La liaison Dakar-Bamako occupe une place stratégique dans les échanges en Afrique de l’Ouest. Ce corridor, c’est-à-dire un ensemble structurant de transport reliant plusieurs pays via des routes, des ports, des entrepôts et des infrastructures logistiques, constitue l’un des principaux liens commerciaux entre le Sénégal et le Mali. Pour ce pays enclavé qu’est le Mali, l’accès à la mer dépend en grande partie de cette connexion avec le port de Dakar.
Une part conséquente des importations maliennes transite par le Sénégal. Produits alimentaires, matériaux de construction, carburants, équipements industriels et biens de consommation courante empruntent cet itinéraire avant de rejoindre Bamako et d’autres villes maliennes. Dans l’autre sens, le corridor permet aussi d’exporter vers Dakar du coton, du bétail, de l’or et divers autres produits.

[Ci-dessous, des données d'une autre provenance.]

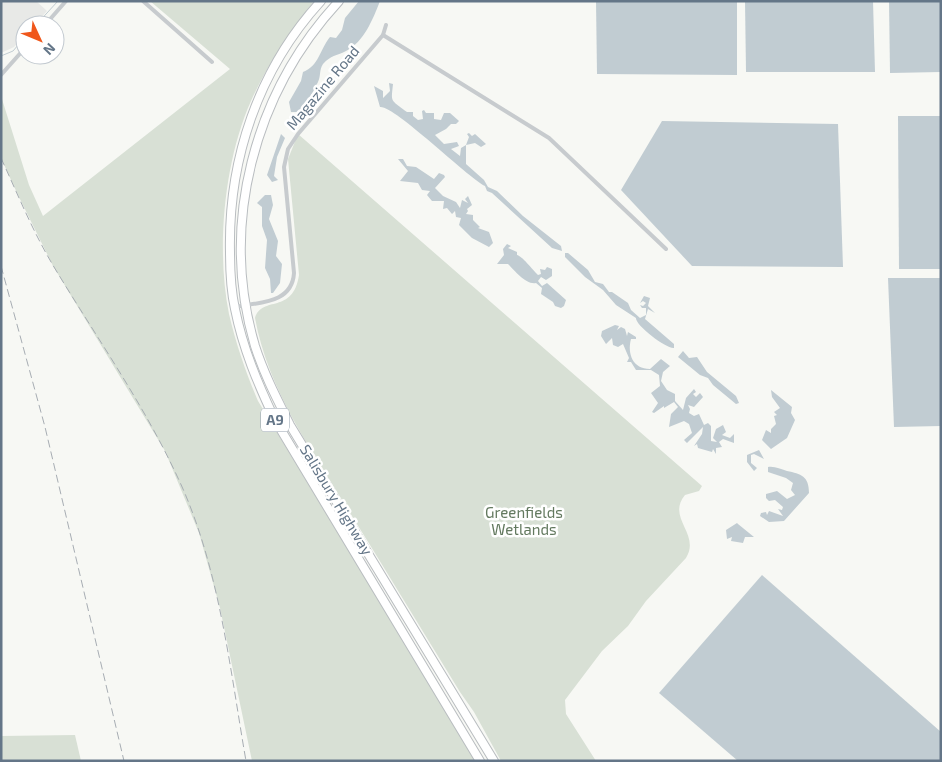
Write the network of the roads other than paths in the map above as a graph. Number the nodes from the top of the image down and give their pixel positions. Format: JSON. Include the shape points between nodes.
{"nodes":[{"id":1,"x":66,"y":1,"type":"edge"},
{"id":2,"x":143,"y":1,"type":"edge"},
{"id":3,"x":321,"y":1,"type":"edge"},
{"id":4,"x":339,"y":1,"type":"edge"},
{"id":5,"x":54,"y":15,"type":"edge"},
{"id":6,"x":386,"y":25,"type":"dead end"},
{"id":7,"x":383,"y":35,"type":"junction"},
{"id":8,"x":15,"y":59,"type":"edge"},
{"id":9,"x":212,"y":62,"type":"dead end"},
{"id":10,"x":1,"y":75,"type":"edge"},
{"id":11,"x":666,"y":249,"type":"dead end"},
{"id":12,"x":246,"y":305,"type":"junction"},
{"id":13,"x":234,"y":307,"type":"junction"},
{"id":14,"x":480,"y":761,"type":"edge"},
{"id":15,"x":494,"y":761,"type":"edge"}],
"edges":[{"from":1,"to":5,"type":"street"},
{"from":2,"to":9,"type":"street"},
{"from":3,"to":13,"type":"highway","name":"Salisbury Highway","number":"A9","via":[[277,62],[260,94],[240,152],[232,194],[230,236]]},
{"from":4,"to":12,"type":"highway","name":"Salisbury Highway","number":"A9","via":[[299,50],[260,128],[242,213],[241,256]]},
{"from":6,"to":7,"type":"street","name":"Magazine Road"},
{"from":7,"to":11,"type":"street","via":[[548,138]]},
{"from":7,"to":12,"type":"street","name":"Magazine Road","via":[[288,150],[284,168],[294,273],[290,288],[279,298]]},
{"from":8,"to":10,"type":"street"},
{"from":12,"to":13,"type":"street","name":"Magazine Road"},
{"from":12,"to":15,"type":"highway","name":"Salisbury Highway","number":"A9","via":[[255,346],[290,425]]},
{"from":13,"to":14,"type":"highway","name":"Salisbury Highway","number":"A9","via":[[249,363],[275,420]]}]}
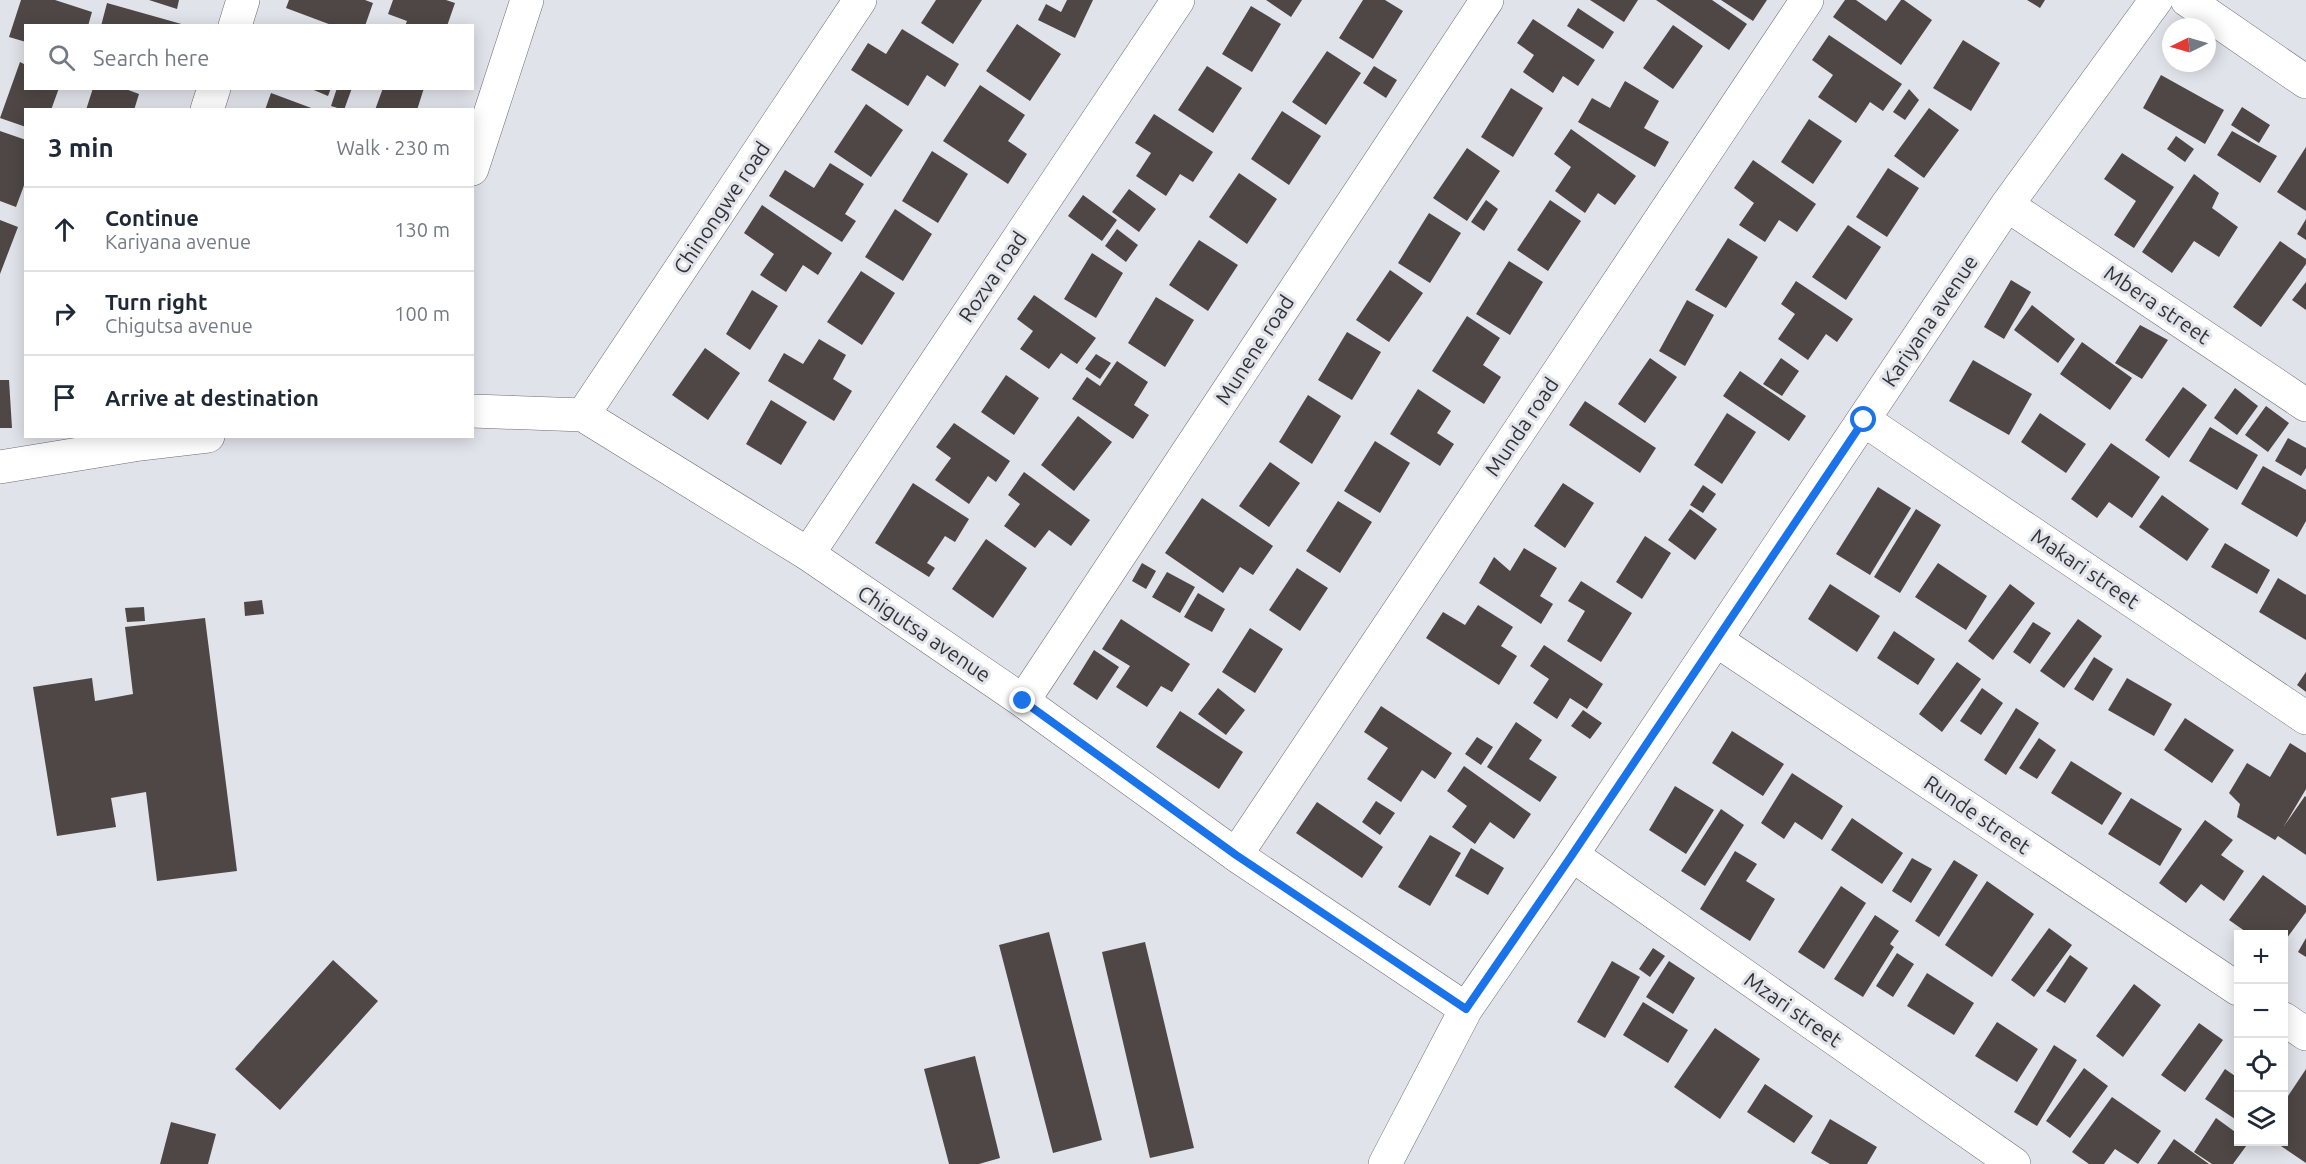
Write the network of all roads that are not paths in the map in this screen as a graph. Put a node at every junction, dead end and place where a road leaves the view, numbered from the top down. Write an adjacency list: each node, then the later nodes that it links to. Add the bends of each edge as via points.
1 (243, 0): 9 (street)
2 (527, 0): 13 (street)
3 (860, 0): 17 (street, Chinongwe road)
4 (1178, 0): 22 (street, Rozva road)
5 (1487, 0): 24 (street, Munene road)
6 (1807, 0): 26 (street, Munda road)
7 (2156, 0): 14 (street, Kariyana avenue)
8 (2187, 0): 10 (street)
9 (236, 24)
10 (2306, 82)
11 (213, 90): 12 (street)
12 (208, 108)
13 (474, 163)
14 (2007, 205): 15 (street, Mbera street); 18 (street, Kariyana avenue)
15 (2306, 405)
16 (474, 411): 17 (street, Chigutsa avenue)
17 (583, 415): 22 (street, Chigutsa avenue)
18 (1864, 420): 23 (street, Kariyana avenue); 25 (street, Makari street)
19 (174, 438): 20 (street)
20 (140, 440): 21 (street)
21 (0, 466)
22 (808, 554): 24 (street, Chigutsa avenue)
23 (1716, 640): 27 (street, Kariyana avenue); 28 (street, Runde street)
24 (1023, 701): 26 (street, Chigutsa avenue)
25 (2306, 718)
26 (1236, 855): 29 (street, Chigutsa avenue)
27 (1572, 855): 29 (street, Kariyana avenue); 33 (street, Mzari street)
28 (2234, 986)
29 (1466, 1009): 32 (street, Kariyana avenue)
30 (2288, 1022): 31 (street)
31 (2306, 1034)
32 (1385, 1164)
33 (2014, 1164)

Le Port autonome de Dakar joue un rôle clé dans cette relation bilatérale. Une fraction importante de son trafic provient du transit à destination du Mali. Selon les données portuaires, le trafic malien représente régulièrement plus de 20 % des volumes de marchandises manutentionnés à Dakar. Cette activité génère des revenus pour les transporteurs, transitaires, exploitants d’entrepôts, services douaniers et l’ensemble de la chaîne logistique sénégalaise.
L’efficacité de ce corridor demeure néanmoins déterminante pour les coûts du commerce régional. Les retards aux frontières, les lourdeurs administratives, l’état des routes et les difficultés de transport peuvent rapidement faire grimper les prix des marchandises. Chaque journée perdue entre Dakar et Bamako alourdit les coûts de stockage, de carburant et de transport, ce qui réduit la compétitivité des entreprises et pèse in fine sur les consommateurs.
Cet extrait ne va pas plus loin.